Data provided:
::::::
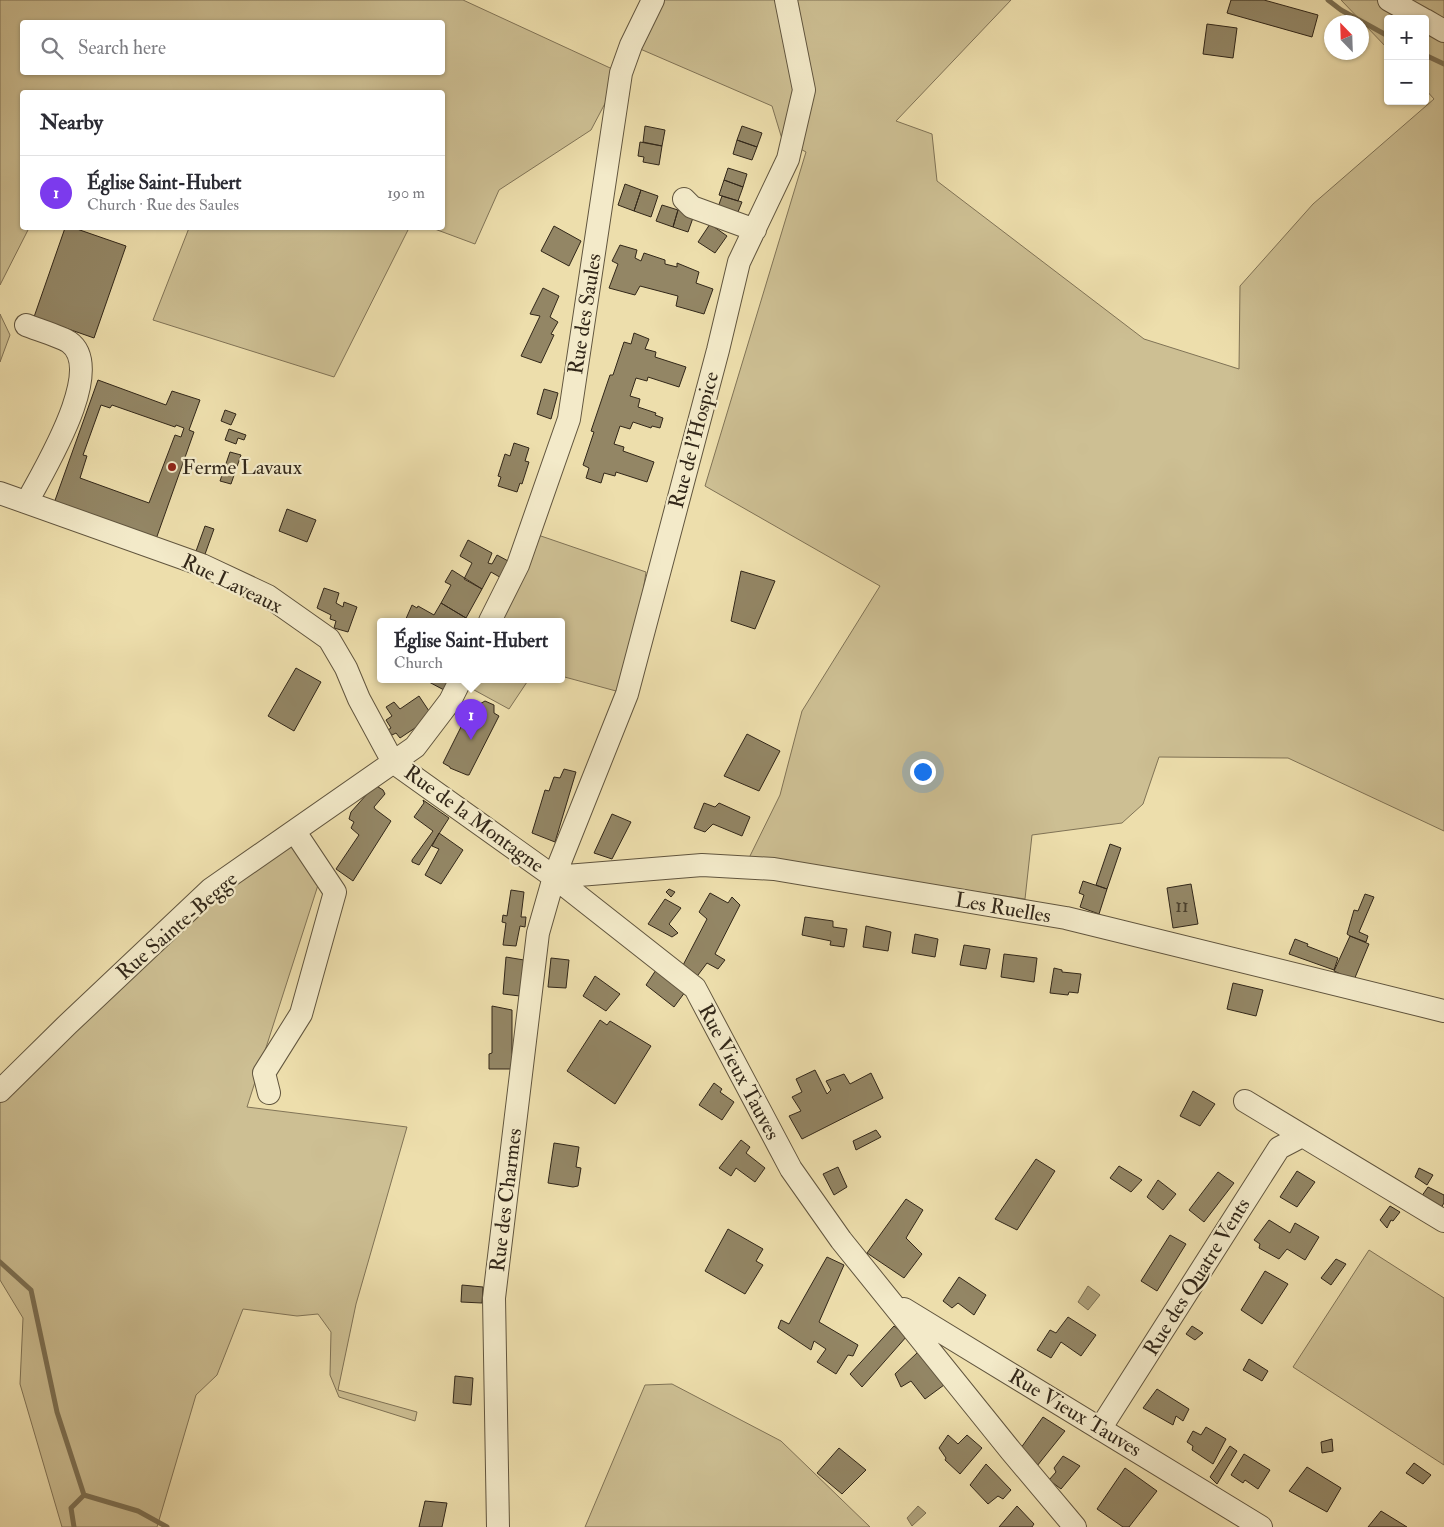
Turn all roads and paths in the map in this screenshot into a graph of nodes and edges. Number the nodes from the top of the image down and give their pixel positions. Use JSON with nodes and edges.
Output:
{"nodes":[{"id":1,"x":653,"y":0,"type":"edge"},
{"id":2,"x":786,"y":0,"type":"edge"},
{"id":3,"x":1389,"y":0,"type":"edge"},
{"id":4,"x":1417,"y":15,"type":"edge"},
{"id":5,"x":1429,"y":22,"type":"edge"},
{"id":6,"x":1444,"y":31,"type":"edge"},
{"id":7,"x":684,"y":199,"type":"dead end"},
{"id":8,"x":755,"y":230,"type":"junction"},
{"id":9,"x":26,"y":325,"type":"dead end"},
{"id":10,"x":0,"y":493,"type":"edge"},
{"id":11,"x":27,"y":502,"type":"junction"},
{"id":12,"x":492,"y":618,"type":"edge"},
{"id":13,"x":459,"y":683,"type":"edge"},
{"id":14,"x":393,"y":762,"type":"junction"},
{"id":15,"x":295,"y":832,"type":"junction"},
{"id":16,"x":554,"y":877,"type":"junction"},
{"id":17,"x":1444,"y":1011,"type":"edge"},
{"id":18,"x":0,"y":1091,"type":"edge"},
{"id":19,"x":270,"y":1093,"type":"dead end"},
{"id":20,"x":1245,"y":1101,"type":"dead end"},
{"id":21,"x":1302,"y":1136,"type":"junction"},
{"id":22,"x":1444,"y":1221,"type":"edge"},
{"id":23,"x":889,"y":1300,"type":"junction"},
{"id":24,"x":1100,"y":1429,"type":"junction"},
{"id":25,"x":498,"y":1527,"type":"edge"},
{"id":26,"x":1075,"y":1527,"type":"edge"},
{"id":27,"x":1262,"y":1527,"type":"edge"}],
"edges":[{"from":1,"to":12,"type":"street","name":"Rue des Saules"},
{"from":2,"to":8,"type":"street","name":"Rue de l'Hospice"},
{"from":3,"to":4,"type":"street"},
{"from":5,"to":6,"type":"street"},
{"from":7,"to":8,"type":"street"},
{"from":8,"to":16,"type":"street","name":"Rue de l'Hospice"},
{"from":9,"to":11,"type":"street"},
{"from":10,"to":11,"type":"street","name":"Rue Laveaux"},
{"from":11,"to":14,"type":"street","name":"Rue Laveaux"},
{"from":13,"to":14,"type":"street"},
{"from":14,"to":15,"type":"street","name":"Rue Sainte-Begge"},
{"from":14,"to":16,"type":"street","name":"Rue de la Montagne"},
{"from":15,"to":18,"type":"street","name":"Rue Sainte-Begge"},
{"from":15,"to":19,"type":"street"},
{"from":16,"to":17,"type":"street","name":"Les Ruelles"},
{"from":16,"to":23,"type":"street","name":"Rue Vieux Tauves"},
{"from":16,"to":25,"type":"street","name":"Rue des Charmes"},
{"from":20,"to":21,"type":"street"},
{"from":21,"to":22,"type":"street"},
{"from":21,"to":24,"type":"street","name":"Rue des Quatre Vents"},
{"from":23,"to":24,"type":"street","name":"Rue Vieux Tauves"},
{"from":23,"to":26,"type":"street","name":"Rue Vieux Tauves"},
{"from":24,"to":27,"type":"street","name":"Rue Vieux Tauves"}]}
::::::
Problem statement:
Reproduce the material exactly; omit the pictures.

Solution for this problem:
Turn all roads and paths in the map in this screenshot into a graph of nodes and edges. Number the nodes from the top of the image down and give their pixel positions. Use JSON with nodes and edges.
Output:
{"nodes":[{"id":1,"x":653,"y":0,"type":"edge"},
{"id":2,"x":786,"y":0,"type":"edge"},
{"id":3,"x":1389,"y":0,"type":"edge"},
{"id":4,"x":1417,"y":15,"type":"edge"},
{"id":5,"x":1429,"y":22,"type":"edge"},
{"id":6,"x":1444,"y":31,"type":"edge"},
{"id":7,"x":684,"y":199,"type":"dead end"},
{"id":8,"x":755,"y":230,"type":"junction"},
{"id":9,"x":26,"y":325,"type":"dead end"},
{"id":10,"x":0,"y":493,"type":"edge"},
{"id":11,"x":27,"y":502,"type":"junction"},
{"id":12,"x":492,"y":618,"type":"edge"},
{"id":13,"x":459,"y":683,"type":"edge"},
{"id":14,"x":393,"y":762,"type":"junction"},
{"id":15,"x":295,"y":832,"type":"junction"},
{"id":16,"x":554,"y":877,"type":"junction"},
{"id":17,"x":1444,"y":1011,"type":"edge"},
{"id":18,"x":0,"y":1091,"type":"edge"},
{"id":19,"x":270,"y":1093,"type":"dead end"},
{"id":20,"x":1245,"y":1101,"type":"dead end"},
{"id":21,"x":1302,"y":1136,"type":"junction"},
{"id":22,"x":1444,"y":1221,"type":"edge"},
{"id":23,"x":889,"y":1300,"type":"junction"},
{"id":24,"x":1100,"y":1429,"type":"junction"},
{"id":25,"x":498,"y":1527,"type":"edge"},
{"id":26,"x":1075,"y":1527,"type":"edge"},
{"id":27,"x":1262,"y":1527,"type":"edge"}],
"edges":[{"from":1,"to":12,"type":"street","name":"Rue des Saules"},
{"from":2,"to":8,"type":"street","name":"Rue de l'Hospice"},
{"from":3,"to":4,"type":"street"},
{"from":5,"to":6,"type":"street"},
{"from":7,"to":8,"type":"street"},
{"from":8,"to":16,"type":"street","name":"Rue de l'Hospice"},
{"from":9,"to":11,"type":"street"},
{"from":10,"to":11,"type":"street","name":"Rue Laveaux"},
{"from":11,"to":14,"type":"street","name":"Rue Laveaux"},
{"from":13,"to":14,"type":"street"},
{"from":14,"to":15,"type":"street","name":"Rue Sainte-Begge"},
{"from":14,"to":16,"type":"street","name":"Rue de la Montagne"},
{"from":15,"to":18,"type":"street","name":"Rue Sainte-Begge"},
{"from":15,"to":19,"type":"street"},
{"from":16,"to":17,"type":"street","name":"Les Ruelles"},
{"from":16,"to":23,"type":"street","name":"Rue Vieux Tauves"},
{"from":16,"to":25,"type":"street","name":"Rue des Charmes"},
{"from":20,"to":21,"type":"street"},
{"from":21,"to":22,"type":"street"},
{"from":21,"to":24,"type":"street","name":"Rue des Quatre Vents"},
{"from":23,"to":24,"type":"street","name":"Rue Vieux Tauves"},
{"from":23,"to":26,"type":"street","name":"Rue Vieux Tauves"},
{"from":24,"to":27,"type":"street","name":"Rue Vieux Tauves"}]}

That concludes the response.